SANÇÕES E NEGOCIAÇÕES DE PAZ

  1. Em matéria de sanções, há uma curiosidade a assinalar e uma critica a fazer.
  • A curiosidade tem a ver com a gás russo. Nem a UE impõe sanções à Rússia em matéria de energia, nem a Rússia retalia, fechando a "torneira" do gás à Europa. O que mostra bem como ambas estão dependentes: a UE da energia russa; os russos dos euros da Europa.
  • A critica respeita á decisão da UE de proibir alguns media Russos de operarem no espaço europeu. No melhor pano cai a nódoa. Esta censura é inadmissível.

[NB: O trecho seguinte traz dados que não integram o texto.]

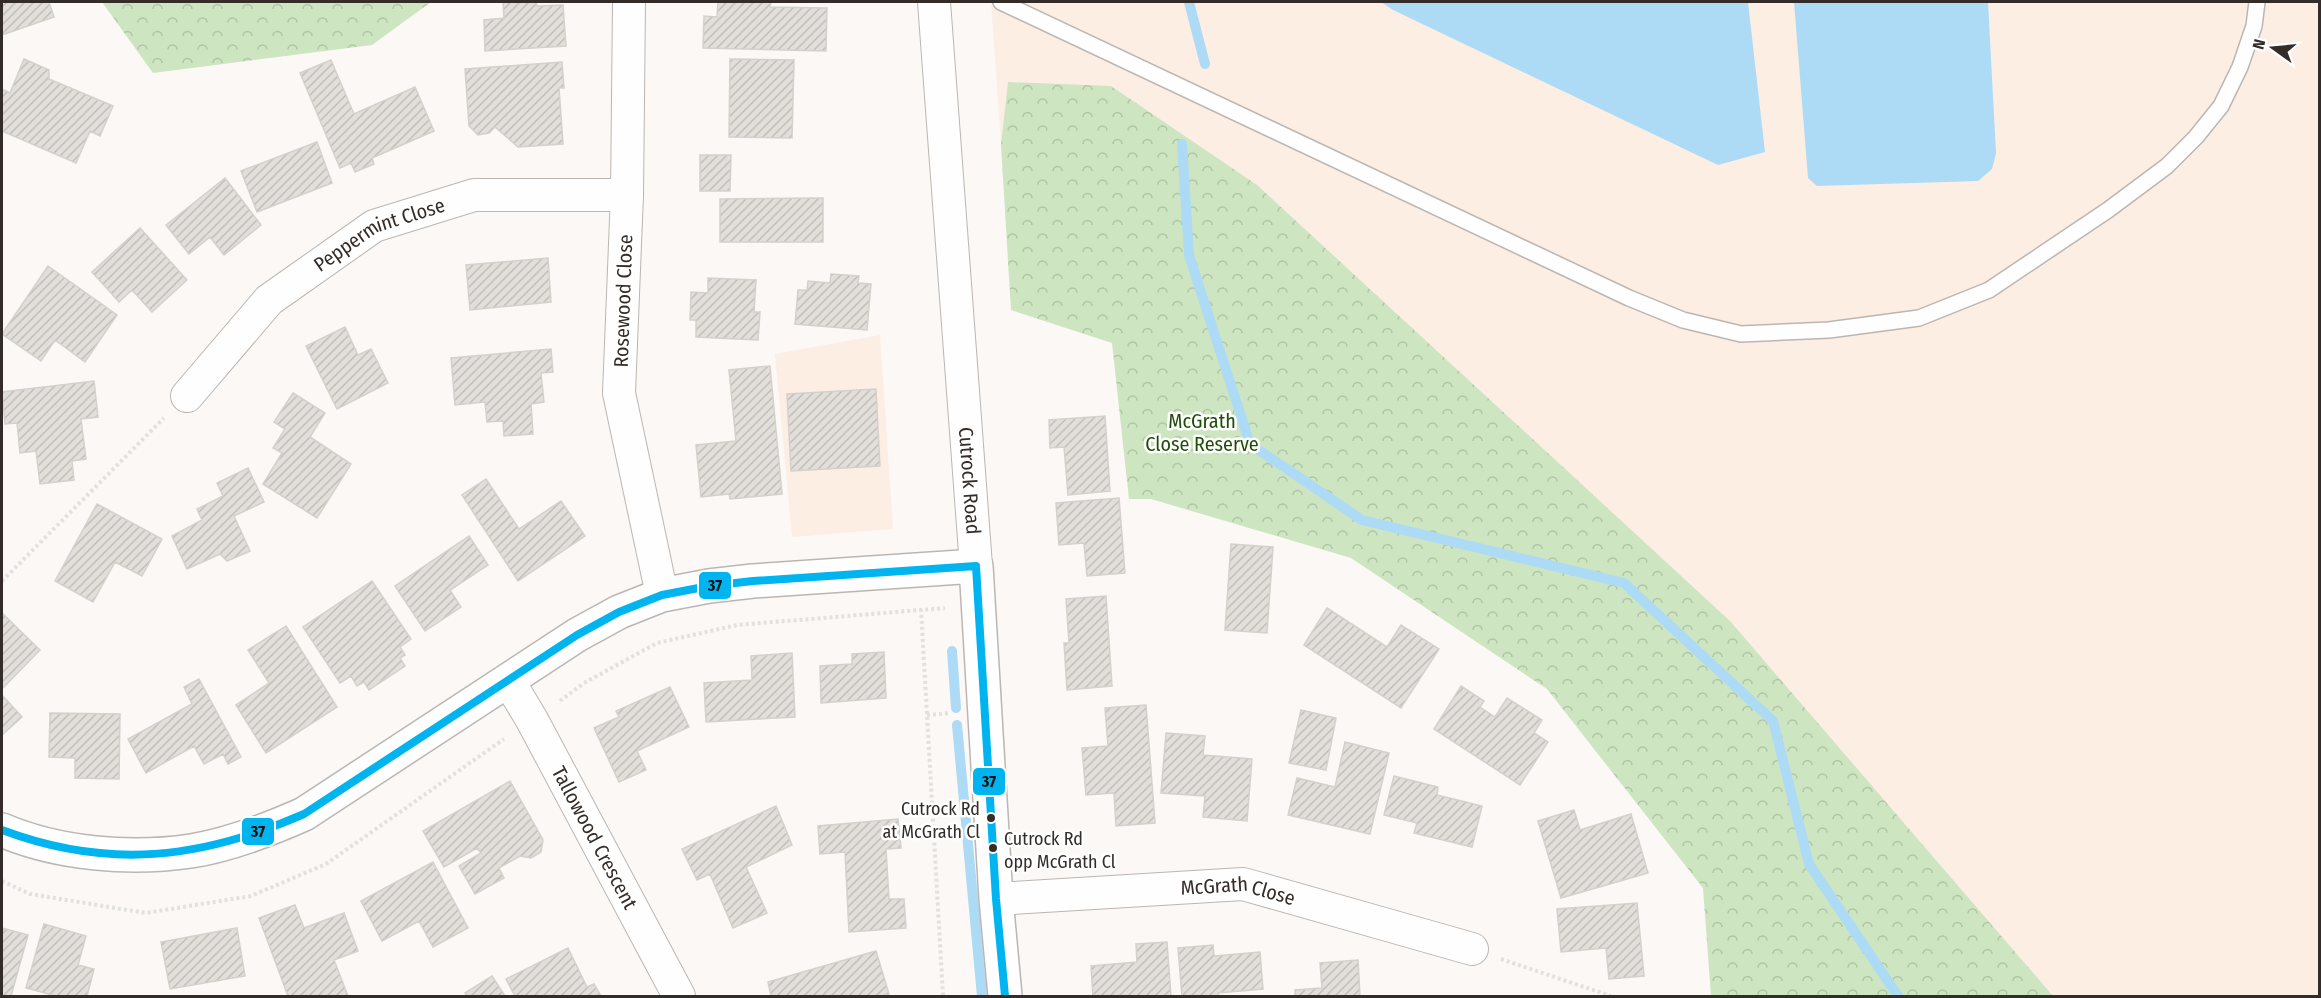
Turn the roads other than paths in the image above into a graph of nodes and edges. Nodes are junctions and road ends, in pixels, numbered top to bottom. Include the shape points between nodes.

Mesmo em tempo de guerra, uma democracia tem de ser diferente da ditadura. Em matéria de liberdade de expressão a UE não pode ser igual á Rússia. É esta a superioridade moral das democracias.
  1. Negociações entre Ucrânia e Rússia – Só há duas boas notícias: o acordo para a criação de corredores humanitários; e o acordo para novas reuniões.
  • Tudo o resto é extremismo e radicalidade, sendo certo que nenhuma das partes vai conseguir realizar a totalidade dos seus objetivos.
  • Quanto mais tempo demorar um acordo, pior. Sobretudo para os civis. Uns sofrem por causa da guerra. Outros sofrem pela asfixia económica.
  1. Em qualquer caso, há uma necessidade imperiosa: um mediador credível. Há quatro candidatos possíveis: Israel, que tem uma boa relação com ambas as partes e está particularmente activo; a Índia, que está discreta, mas pode ter um papel importante; a Turquia, que gostaria de mediar um acordo, mas tem anticorpos consideráveis; e a China que é a China. 

 

OS EFEITOS POLÍTICO-PARTIDÁRIOS

  1. A primeira curiosidade tem a ver com vários partidos da extrema-direita europeia: antes da guerra, eram grandes aliados de Putin e recebiam da Rússia grande parte do seu financiamento. Agora, já começaram a afastar-se. Perceberam que estão a perder em dois tabuleiros: o do financiamento e o da popularidade. Nem vão receber mais um euro da Rússia e correm o risco de perderem votos. Veremos já nas Presidenciais francesas.
  2. A segunda questão tem a ver com o PCP e a sua inacreditável posição, uma vez mais reafirmada no Parlamento Europeu:
    • Claro que o PCP tem todo o direito a ter a posição que tem. Tal como nós temos todo o direito a criticá-lo. Não vale a pena fazer-se de vítima.
    • Para os que reclamam surpresa quanto à posição do PCP, basta recordar o obsoleto automatismo do seu raciocínio histórico: onde há EUA e NATO, o PCP está sempre do lado contrário. Mesmo que o contrário seja a irracionalidade e a irresponsabilidade.
    • Diz o PCP que esta é uma posição de coragem. Eu acho que é antes uma posição de cegueira e miopia política. Quando há uma agressão, há sempre um agressor e um agredido. O dever de um partido responsável é condenar o agressor e apoiar o agredido. Fazer o contrário não é ser corajoso. É ser míope.